■ **Work to be completed**: Do any lines in the data below contain "name"? If so, copy every one of them.
===== Supplied data =====
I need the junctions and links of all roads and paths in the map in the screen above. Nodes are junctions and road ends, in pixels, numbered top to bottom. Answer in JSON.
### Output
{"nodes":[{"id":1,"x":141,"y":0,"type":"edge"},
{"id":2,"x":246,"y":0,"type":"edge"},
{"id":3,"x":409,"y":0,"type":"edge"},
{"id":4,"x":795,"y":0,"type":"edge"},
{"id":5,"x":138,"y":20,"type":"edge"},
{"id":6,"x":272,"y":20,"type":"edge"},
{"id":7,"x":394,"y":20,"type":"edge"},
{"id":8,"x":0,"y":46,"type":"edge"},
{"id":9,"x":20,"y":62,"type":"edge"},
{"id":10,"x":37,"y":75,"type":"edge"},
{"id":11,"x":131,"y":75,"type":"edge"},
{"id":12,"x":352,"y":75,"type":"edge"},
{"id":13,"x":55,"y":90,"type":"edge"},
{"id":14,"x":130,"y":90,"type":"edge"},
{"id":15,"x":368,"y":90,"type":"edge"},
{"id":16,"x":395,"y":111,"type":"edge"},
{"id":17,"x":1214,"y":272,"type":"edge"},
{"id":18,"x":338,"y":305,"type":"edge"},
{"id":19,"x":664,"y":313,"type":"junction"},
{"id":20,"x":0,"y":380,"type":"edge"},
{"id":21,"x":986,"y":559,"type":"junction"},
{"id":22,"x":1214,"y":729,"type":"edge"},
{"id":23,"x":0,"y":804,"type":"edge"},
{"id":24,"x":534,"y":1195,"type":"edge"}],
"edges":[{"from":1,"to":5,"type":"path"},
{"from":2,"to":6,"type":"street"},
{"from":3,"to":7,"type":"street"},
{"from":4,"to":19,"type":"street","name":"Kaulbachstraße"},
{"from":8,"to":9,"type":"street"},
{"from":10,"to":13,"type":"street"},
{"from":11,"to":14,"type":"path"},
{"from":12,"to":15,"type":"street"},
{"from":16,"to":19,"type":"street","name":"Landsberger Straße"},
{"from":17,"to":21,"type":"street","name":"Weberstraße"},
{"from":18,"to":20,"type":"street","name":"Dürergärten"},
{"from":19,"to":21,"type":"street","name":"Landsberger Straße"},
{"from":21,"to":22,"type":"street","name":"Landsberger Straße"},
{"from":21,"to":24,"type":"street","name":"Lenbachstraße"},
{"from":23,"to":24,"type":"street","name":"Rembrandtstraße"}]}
=====
■ **Task output**:
{"from":4,"to":19,"type":"street","name":"Kaulbachstraße"},
{"from":16,"to":19,"type":"street","name":"Landsberger Straße"},
{"from":17,"to":21,"type":"street","name":"Weberstraße"},
{"from":18,"to":20,"type":"street","name":"Dürergärten"},
{"from":19,"to":21,"type":"street","name":"Landsberger Straße"},
{"from":21,"to":22,"type":"street","name":"Landsberger Straße"},
{"from":21,"to":24,"type":"street","name":"Lenbachstraße"},
{"from":23,"to":24,"type":"street","name":"Rembrandtstraße"}]}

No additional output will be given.